In the early 1900s, from our Mount Vernon home, you could see farmland for miles around us. Today it’s all woods. That’s one reason I’m excited that Maine Farmland Trust has launched a project to protect farmland, marshes, and other wildlife habitat.
“Farmland and marsh habitat are rapidly disappearing,” reports MFT in its spring/summer newsletter. Their new project will protect properties with high quality farmland and tidal marsh habitat in Maine’s coastal plain.
partners in the project are the USDA’s Natural Resources Conservation Service, The Nature Conservancy, Downeast Salmon Federation, and Kennebec Estuary Land Trust.
NRC’s Regional Conservation Partnership Program is providing $1.3 million for the project, titled Conserving Farmland and Marsh Habitat in Maine. The money will be used to purchase conservation easements to protect agricultural resources and fish and wildlife habitat.
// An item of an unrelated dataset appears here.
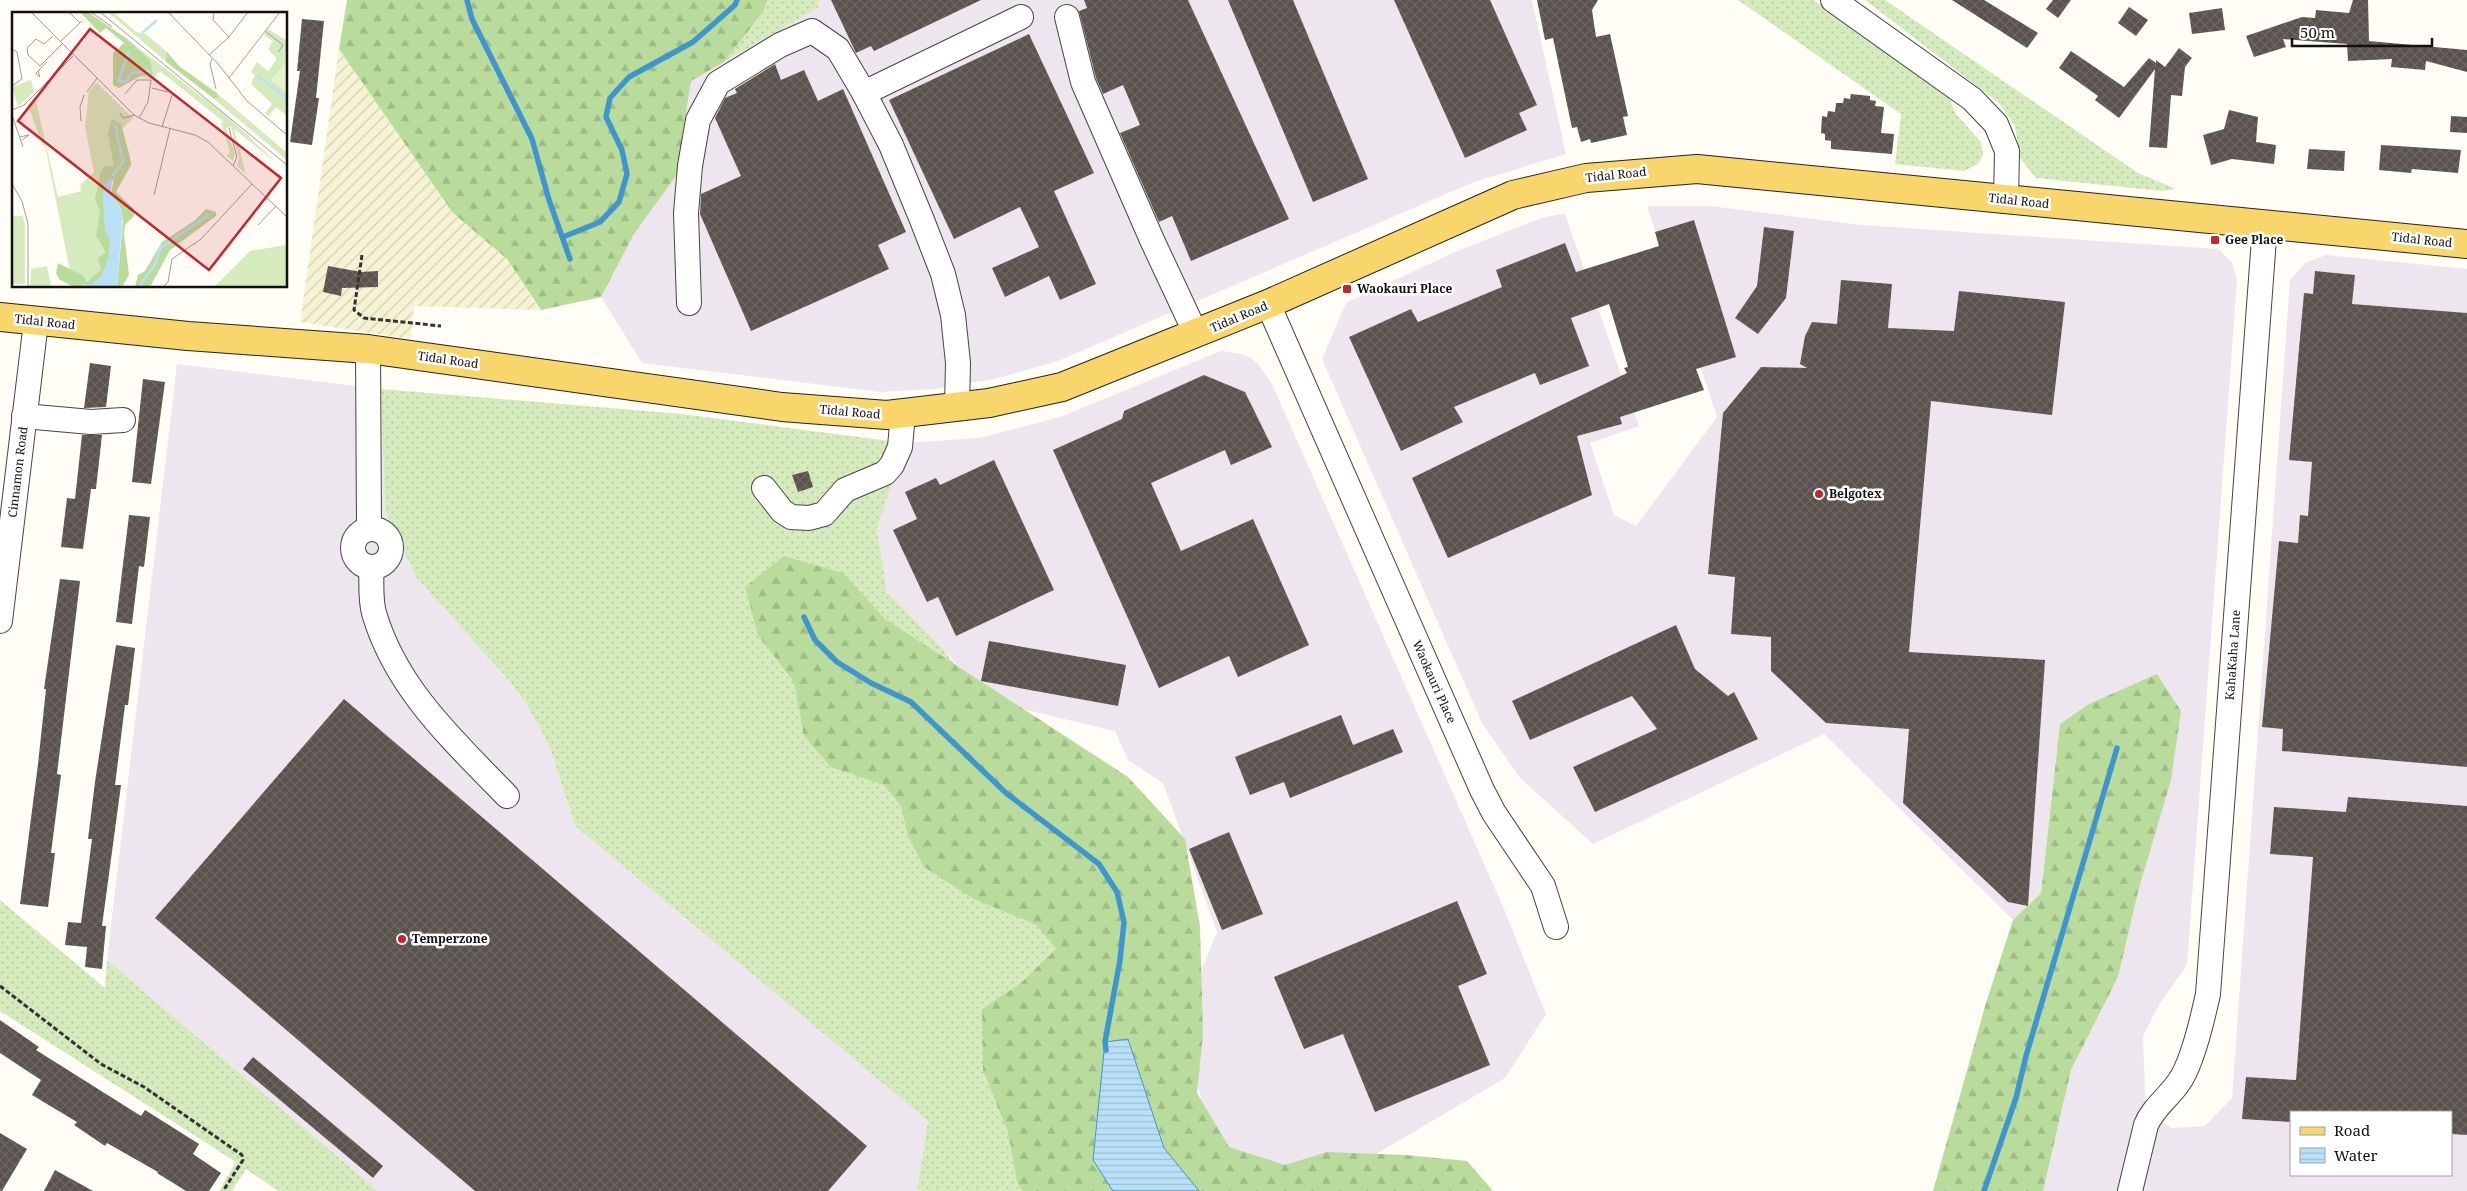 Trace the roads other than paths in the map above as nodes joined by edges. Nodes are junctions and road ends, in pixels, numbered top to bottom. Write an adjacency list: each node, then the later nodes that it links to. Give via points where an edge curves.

MFT and Maine Coast Heritage Trust also received a related $600,000 Regional Conservation Partnership Program award to protect farms on the shores of Little Kennebec Bay in Washington County, another project that pleases me.
“How and where farming is conducted not only affects the long-term sustainability of a farm property, but also affects the harvest of fish and shellfish from nearby waterbodies,” said Betsy Ham, Land Protection Director at Maine Coast Heritage Trust. “It is critical to proactively implement steps to assure that we are not scaling up one sector of the food system (farming) at the expense of another (fisheries).” I am so glad they recognize this important point.
Project partners will soon begin identifying landowners of properties that meet the criteria for this important new project. Great news!